** DIRECTIONS **
Look for the word "other" in the records, and copy each line where it appears.

** INPUT DATA **
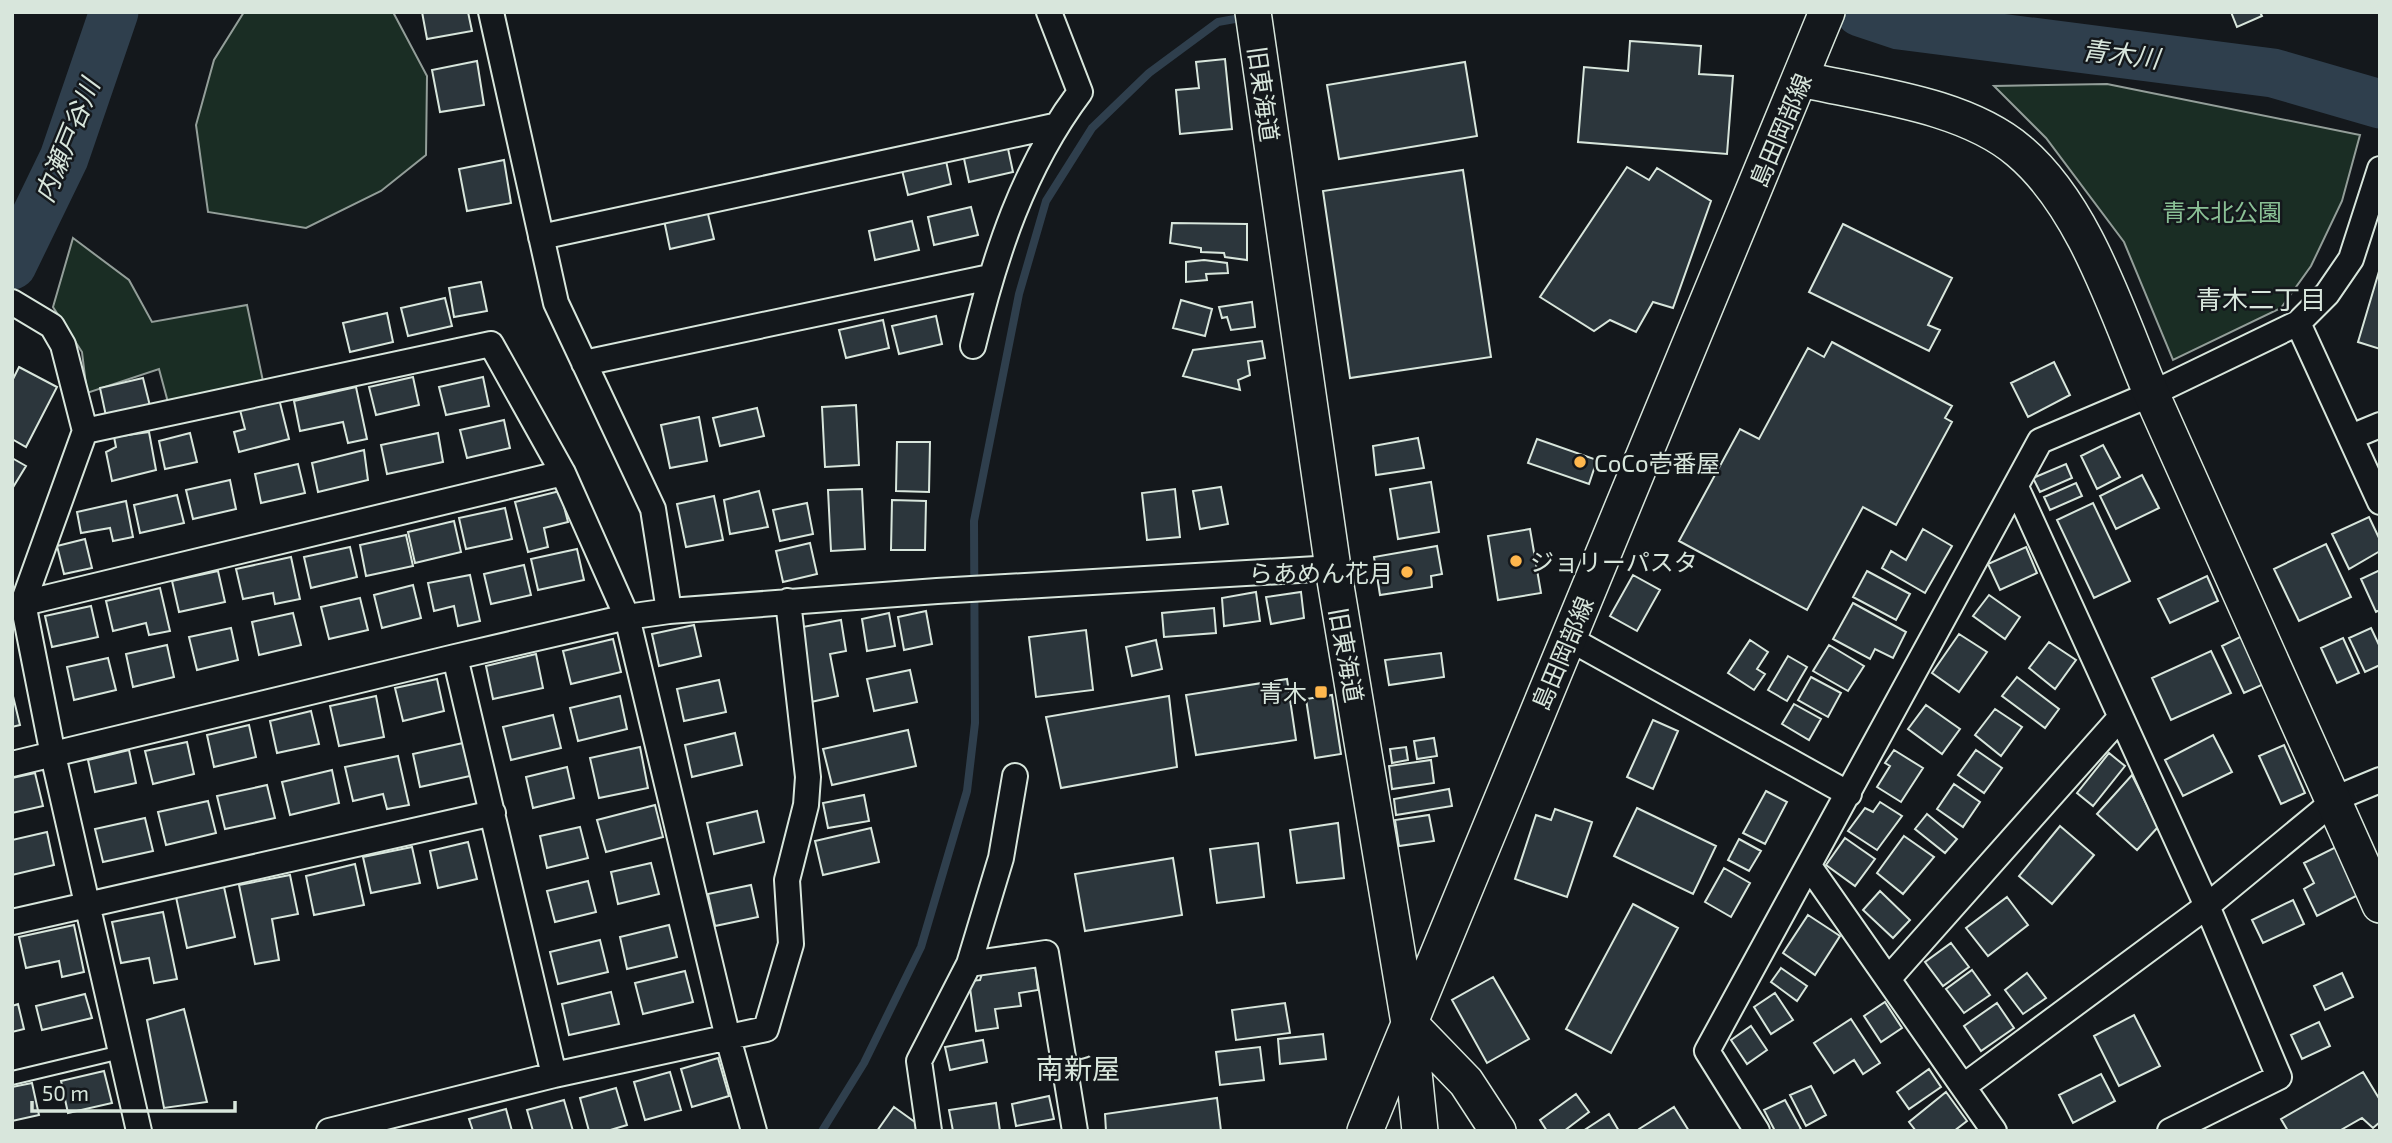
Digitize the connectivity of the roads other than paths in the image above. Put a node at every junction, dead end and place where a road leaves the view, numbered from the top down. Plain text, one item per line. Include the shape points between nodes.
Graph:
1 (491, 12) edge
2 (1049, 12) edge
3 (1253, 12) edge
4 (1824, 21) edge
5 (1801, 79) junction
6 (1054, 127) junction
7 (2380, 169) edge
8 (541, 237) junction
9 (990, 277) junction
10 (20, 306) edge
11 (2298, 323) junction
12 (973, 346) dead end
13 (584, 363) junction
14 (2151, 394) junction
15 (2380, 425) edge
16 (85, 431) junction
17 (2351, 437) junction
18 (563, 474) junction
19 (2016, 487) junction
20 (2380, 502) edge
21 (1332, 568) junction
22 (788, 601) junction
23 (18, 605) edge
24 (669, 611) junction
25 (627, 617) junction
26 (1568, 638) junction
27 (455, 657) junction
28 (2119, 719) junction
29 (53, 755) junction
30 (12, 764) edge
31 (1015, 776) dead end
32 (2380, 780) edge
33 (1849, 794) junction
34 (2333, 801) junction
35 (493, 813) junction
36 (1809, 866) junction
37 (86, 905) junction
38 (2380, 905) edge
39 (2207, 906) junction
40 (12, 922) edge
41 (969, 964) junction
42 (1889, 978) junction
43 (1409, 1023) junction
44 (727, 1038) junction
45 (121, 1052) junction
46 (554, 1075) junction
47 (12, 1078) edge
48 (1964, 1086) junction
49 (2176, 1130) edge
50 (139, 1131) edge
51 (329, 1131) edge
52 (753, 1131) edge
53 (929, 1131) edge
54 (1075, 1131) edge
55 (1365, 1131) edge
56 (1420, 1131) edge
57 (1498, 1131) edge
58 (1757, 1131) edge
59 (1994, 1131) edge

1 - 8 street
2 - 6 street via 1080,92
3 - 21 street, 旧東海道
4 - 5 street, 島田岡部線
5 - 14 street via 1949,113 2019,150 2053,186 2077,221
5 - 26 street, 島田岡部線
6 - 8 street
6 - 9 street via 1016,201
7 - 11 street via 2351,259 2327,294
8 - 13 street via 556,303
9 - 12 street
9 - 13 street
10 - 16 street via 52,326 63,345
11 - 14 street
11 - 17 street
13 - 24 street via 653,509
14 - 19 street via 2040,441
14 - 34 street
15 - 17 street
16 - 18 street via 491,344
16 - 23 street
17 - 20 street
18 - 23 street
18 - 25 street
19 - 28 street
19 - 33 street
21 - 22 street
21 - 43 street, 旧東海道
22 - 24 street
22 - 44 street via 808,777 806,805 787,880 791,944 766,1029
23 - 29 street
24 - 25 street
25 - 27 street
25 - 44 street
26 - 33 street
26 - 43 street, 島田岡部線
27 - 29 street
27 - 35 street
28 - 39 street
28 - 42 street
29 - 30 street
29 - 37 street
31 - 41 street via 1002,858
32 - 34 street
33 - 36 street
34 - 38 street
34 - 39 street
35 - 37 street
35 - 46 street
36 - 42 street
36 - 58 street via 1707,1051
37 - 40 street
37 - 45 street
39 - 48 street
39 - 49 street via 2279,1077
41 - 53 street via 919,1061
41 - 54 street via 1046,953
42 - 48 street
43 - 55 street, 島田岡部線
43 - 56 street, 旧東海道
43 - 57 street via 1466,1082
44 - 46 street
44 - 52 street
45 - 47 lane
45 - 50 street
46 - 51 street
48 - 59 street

---

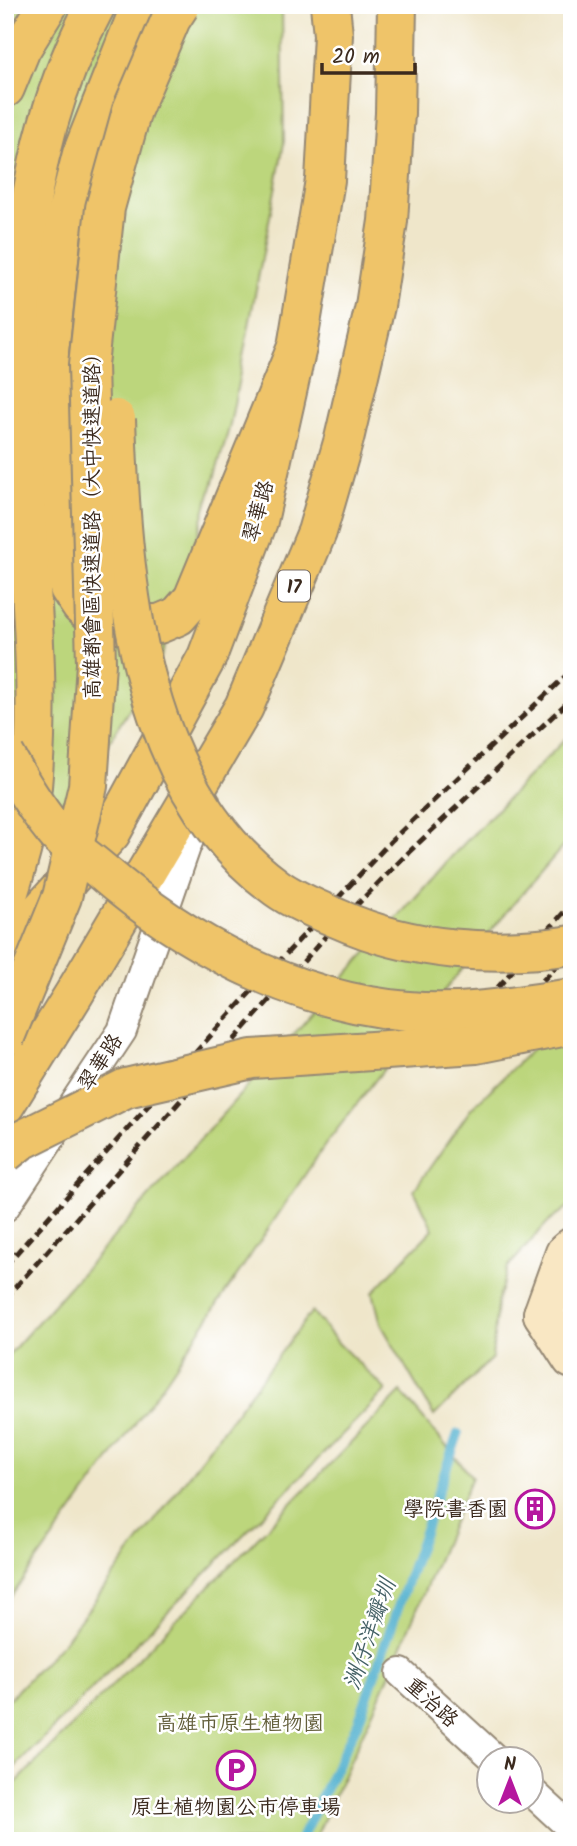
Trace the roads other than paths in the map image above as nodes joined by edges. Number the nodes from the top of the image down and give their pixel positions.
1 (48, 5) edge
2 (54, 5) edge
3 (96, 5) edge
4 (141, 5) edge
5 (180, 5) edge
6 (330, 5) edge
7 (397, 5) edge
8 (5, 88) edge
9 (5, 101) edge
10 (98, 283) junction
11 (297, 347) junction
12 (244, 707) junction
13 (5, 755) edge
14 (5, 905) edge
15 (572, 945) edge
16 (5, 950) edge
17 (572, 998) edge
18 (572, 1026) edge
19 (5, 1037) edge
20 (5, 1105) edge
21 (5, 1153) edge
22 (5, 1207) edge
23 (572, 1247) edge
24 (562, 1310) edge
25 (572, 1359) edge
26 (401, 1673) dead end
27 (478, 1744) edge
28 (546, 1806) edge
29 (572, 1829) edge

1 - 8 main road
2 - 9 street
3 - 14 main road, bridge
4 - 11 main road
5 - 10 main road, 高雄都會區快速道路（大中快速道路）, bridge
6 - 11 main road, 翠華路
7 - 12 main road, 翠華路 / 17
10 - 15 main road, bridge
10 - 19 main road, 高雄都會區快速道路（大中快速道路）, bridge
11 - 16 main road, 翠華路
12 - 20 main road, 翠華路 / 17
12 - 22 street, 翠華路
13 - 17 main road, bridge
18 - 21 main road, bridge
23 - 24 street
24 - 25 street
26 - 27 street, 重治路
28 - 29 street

** TASK RESULT **
Digitize the connectivity of the roads other than paths in the image above. Put a node at every junction, dead end and place where a road leaves the view, numbered from the top down. Plain text, one item per line. Include the shape points between nodes.
Trace the roads other than paths in the map image above as nodes joined by edges. Number the nodes from the top of the image down and give their pixel positions.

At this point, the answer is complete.